THE NATURE OF GENEROSITY

by William Kittredge

Pub Date: Dec. 8th, 2000
ISBN: 0-679-43752-5
Publisher: Knopf

Kittredge (Hole in the Sky, 1992, etc.) continues his explorations, identifying the ingredients of a good and worthy life as he mines them from recollections of his early years.

Exposure to the world and analysis of experience are not just antidotes to despair—they are ways of living, of helping us to attain a private understanding of our own stories and so a ration of freedom and happiness. Kittredge takes readers on a select tour of his experiences, from the early days with his father to those he shares today with his companion, Annick Smith, during which he is ever attentive to the resonant metaphors of daily life. Sometimes his descriptions can sound painfully studied, as if each word were a Claymore mine ready to compromise his rough poet image: “. . . tricksters and jazz next to manicured gardens in Kyoto, walled cities against wilderness, and island empires that evolve into commodified carnivals.” But more often his writing is richly contextualized, a dizzily inclusive response to experience (be it garnered in the caves at Lascaux or the Alhambra or the hills and swales of his Montana home) that swarms and rushes and finds no problem stirring into a discussion of, say, the roots and downsides of agriculture such elements as the Greek alphabet, violence among hunter-gatherers, the humanity that can be wrung from a hard life, and the greasy buckskins of John Colter.
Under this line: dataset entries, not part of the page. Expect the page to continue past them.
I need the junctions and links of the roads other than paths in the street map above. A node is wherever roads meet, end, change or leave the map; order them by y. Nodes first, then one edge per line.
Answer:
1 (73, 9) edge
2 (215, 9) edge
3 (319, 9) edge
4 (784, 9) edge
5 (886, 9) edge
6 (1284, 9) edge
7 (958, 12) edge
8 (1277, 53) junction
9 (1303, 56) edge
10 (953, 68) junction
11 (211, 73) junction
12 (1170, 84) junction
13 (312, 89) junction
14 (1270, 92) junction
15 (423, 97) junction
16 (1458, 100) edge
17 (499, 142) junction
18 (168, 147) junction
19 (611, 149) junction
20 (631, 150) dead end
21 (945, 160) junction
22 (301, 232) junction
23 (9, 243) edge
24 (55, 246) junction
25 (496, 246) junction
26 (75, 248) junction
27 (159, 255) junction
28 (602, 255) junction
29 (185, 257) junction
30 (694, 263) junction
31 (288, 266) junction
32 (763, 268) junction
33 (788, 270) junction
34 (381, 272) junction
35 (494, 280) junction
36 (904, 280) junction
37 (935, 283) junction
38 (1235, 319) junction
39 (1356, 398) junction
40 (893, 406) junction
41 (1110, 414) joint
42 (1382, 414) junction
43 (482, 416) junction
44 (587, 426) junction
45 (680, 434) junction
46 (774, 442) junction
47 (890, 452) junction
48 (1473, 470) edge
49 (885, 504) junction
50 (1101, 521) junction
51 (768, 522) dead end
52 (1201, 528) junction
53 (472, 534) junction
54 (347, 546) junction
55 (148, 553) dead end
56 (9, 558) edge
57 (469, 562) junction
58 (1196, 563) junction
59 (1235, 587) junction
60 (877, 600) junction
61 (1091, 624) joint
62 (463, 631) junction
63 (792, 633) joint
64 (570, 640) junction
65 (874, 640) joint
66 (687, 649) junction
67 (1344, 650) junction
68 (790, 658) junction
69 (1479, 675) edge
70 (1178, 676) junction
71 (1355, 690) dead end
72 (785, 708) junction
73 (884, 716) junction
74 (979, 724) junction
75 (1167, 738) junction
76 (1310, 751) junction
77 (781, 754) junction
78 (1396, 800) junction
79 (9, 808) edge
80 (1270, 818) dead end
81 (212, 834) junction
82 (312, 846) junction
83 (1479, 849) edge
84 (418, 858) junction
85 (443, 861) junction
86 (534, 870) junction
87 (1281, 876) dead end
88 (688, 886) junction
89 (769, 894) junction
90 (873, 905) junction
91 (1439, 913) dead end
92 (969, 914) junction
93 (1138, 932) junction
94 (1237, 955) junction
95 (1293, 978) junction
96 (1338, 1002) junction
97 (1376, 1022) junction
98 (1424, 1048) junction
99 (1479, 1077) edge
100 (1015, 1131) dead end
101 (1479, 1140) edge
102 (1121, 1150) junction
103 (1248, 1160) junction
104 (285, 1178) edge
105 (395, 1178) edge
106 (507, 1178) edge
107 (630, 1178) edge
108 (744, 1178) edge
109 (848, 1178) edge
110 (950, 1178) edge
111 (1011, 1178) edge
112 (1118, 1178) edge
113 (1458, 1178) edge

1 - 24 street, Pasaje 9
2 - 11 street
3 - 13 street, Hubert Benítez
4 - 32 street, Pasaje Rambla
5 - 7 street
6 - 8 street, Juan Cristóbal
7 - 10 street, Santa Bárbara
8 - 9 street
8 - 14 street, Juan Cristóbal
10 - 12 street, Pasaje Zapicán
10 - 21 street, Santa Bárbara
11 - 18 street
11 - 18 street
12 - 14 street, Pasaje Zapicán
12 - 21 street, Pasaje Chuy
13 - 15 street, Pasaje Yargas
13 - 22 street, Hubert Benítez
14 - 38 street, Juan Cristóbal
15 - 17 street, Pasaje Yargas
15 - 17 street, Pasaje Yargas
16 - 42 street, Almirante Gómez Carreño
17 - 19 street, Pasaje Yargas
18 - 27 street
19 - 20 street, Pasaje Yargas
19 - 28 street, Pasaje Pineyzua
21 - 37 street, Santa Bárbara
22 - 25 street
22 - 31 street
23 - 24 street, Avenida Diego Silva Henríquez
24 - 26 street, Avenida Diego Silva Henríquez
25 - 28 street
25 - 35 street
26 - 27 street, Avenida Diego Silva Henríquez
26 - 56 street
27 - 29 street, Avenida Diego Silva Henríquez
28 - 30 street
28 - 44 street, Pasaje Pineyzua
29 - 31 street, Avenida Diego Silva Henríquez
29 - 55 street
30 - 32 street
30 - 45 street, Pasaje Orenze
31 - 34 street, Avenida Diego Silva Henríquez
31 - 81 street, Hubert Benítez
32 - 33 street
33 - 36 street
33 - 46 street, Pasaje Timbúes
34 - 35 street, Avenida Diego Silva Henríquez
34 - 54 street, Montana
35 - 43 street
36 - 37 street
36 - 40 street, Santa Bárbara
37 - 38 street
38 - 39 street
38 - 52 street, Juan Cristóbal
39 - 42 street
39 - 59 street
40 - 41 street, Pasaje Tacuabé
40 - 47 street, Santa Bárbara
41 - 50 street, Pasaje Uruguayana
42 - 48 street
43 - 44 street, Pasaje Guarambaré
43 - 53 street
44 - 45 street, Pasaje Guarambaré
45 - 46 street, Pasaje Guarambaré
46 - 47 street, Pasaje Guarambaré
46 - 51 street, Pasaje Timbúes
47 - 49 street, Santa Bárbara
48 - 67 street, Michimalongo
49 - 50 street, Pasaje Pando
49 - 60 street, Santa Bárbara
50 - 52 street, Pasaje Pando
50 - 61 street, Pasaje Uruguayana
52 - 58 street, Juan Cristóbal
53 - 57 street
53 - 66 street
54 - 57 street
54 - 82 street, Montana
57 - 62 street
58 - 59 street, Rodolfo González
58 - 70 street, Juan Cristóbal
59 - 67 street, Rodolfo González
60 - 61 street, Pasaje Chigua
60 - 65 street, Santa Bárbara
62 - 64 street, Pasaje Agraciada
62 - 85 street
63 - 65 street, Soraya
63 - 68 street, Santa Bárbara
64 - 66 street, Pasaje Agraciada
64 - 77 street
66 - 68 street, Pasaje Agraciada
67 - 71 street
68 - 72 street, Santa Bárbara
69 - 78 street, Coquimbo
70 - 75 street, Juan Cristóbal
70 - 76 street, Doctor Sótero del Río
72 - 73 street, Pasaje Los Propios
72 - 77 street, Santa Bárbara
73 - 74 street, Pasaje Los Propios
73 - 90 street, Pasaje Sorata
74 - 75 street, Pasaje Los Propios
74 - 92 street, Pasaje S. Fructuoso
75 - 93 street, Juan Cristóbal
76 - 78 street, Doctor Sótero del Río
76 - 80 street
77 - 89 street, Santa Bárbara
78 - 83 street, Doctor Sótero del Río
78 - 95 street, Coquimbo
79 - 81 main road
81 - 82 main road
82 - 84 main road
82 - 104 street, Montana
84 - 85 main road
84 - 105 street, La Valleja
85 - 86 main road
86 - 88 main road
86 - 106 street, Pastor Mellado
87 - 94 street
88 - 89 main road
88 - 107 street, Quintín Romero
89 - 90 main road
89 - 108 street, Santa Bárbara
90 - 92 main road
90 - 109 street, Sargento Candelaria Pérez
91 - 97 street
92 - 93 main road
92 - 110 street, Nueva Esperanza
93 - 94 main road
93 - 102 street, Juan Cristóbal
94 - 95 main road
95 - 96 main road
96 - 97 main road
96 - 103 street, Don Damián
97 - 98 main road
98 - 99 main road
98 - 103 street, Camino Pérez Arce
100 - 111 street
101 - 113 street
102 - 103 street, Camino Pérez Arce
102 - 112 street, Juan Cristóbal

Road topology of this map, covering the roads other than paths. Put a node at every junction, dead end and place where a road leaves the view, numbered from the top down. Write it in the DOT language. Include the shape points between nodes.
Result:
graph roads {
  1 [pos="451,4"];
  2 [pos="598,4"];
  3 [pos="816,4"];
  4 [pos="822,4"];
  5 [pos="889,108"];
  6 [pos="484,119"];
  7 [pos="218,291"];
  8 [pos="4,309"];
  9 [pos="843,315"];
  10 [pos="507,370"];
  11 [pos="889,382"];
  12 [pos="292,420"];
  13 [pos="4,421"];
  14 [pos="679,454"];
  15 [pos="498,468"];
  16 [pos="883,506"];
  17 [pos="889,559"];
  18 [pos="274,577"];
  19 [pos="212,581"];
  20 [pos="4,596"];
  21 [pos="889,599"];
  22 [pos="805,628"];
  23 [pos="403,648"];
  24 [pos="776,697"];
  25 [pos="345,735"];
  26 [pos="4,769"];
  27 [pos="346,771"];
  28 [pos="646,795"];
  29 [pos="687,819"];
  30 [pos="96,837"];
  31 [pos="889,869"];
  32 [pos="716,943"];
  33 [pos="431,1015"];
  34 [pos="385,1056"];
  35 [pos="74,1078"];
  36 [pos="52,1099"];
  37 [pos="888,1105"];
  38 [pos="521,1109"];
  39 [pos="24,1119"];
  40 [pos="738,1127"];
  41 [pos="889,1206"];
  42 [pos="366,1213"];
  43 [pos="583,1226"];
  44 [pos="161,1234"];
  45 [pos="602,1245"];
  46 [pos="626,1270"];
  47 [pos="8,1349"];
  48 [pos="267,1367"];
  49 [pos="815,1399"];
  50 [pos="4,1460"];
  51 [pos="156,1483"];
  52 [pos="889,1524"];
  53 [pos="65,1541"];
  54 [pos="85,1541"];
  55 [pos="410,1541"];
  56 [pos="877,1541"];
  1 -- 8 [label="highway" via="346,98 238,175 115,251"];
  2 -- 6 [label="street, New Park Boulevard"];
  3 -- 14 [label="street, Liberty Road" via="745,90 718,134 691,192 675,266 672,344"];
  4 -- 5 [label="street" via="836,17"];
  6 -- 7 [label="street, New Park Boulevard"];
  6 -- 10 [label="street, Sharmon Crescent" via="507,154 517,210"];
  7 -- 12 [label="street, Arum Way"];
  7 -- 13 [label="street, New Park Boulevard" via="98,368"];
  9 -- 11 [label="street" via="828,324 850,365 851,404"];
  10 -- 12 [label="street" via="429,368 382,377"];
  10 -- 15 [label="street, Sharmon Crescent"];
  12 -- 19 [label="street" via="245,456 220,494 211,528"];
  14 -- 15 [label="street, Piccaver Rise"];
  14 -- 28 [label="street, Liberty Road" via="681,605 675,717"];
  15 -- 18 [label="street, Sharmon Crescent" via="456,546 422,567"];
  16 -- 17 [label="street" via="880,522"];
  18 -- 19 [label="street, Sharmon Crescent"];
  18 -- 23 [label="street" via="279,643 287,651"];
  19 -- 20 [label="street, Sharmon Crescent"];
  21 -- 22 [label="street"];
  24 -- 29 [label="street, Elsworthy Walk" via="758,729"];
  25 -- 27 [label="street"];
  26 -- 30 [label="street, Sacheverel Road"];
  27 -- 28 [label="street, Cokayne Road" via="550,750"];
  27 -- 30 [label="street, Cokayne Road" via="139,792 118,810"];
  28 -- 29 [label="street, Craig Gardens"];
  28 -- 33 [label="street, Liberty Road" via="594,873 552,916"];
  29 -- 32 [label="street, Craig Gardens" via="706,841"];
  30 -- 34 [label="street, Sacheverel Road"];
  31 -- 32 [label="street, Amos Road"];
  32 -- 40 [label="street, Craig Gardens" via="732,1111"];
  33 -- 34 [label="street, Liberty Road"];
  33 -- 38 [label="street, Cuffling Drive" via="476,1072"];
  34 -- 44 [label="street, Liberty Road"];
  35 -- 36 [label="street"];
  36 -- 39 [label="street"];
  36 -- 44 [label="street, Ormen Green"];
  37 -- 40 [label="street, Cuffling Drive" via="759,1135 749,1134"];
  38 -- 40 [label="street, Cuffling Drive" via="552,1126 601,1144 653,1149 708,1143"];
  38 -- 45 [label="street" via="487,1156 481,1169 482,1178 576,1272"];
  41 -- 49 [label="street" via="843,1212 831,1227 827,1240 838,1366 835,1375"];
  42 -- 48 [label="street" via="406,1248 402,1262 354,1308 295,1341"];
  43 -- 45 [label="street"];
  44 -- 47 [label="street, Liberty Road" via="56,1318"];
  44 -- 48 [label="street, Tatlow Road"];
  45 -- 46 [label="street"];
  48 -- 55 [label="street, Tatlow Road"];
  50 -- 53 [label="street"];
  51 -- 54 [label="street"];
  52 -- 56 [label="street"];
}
We can ignore the excesses, however, and tap into Kittredge’s abiding decency, his love of intimacy and the pleasures and rewards of giving, in a life in which “the great projects have to do with freedom from want, ignorance, disease, and despotisms, with a peaceful homeland thick with the textures of what is most beloved, and with tearing down the barricades between ourselves and liberty, pleasure, enfranchisement, release, and play.”

A carefully constructed memory palace almost as comfortable for its visitors as it is for its inhabitant.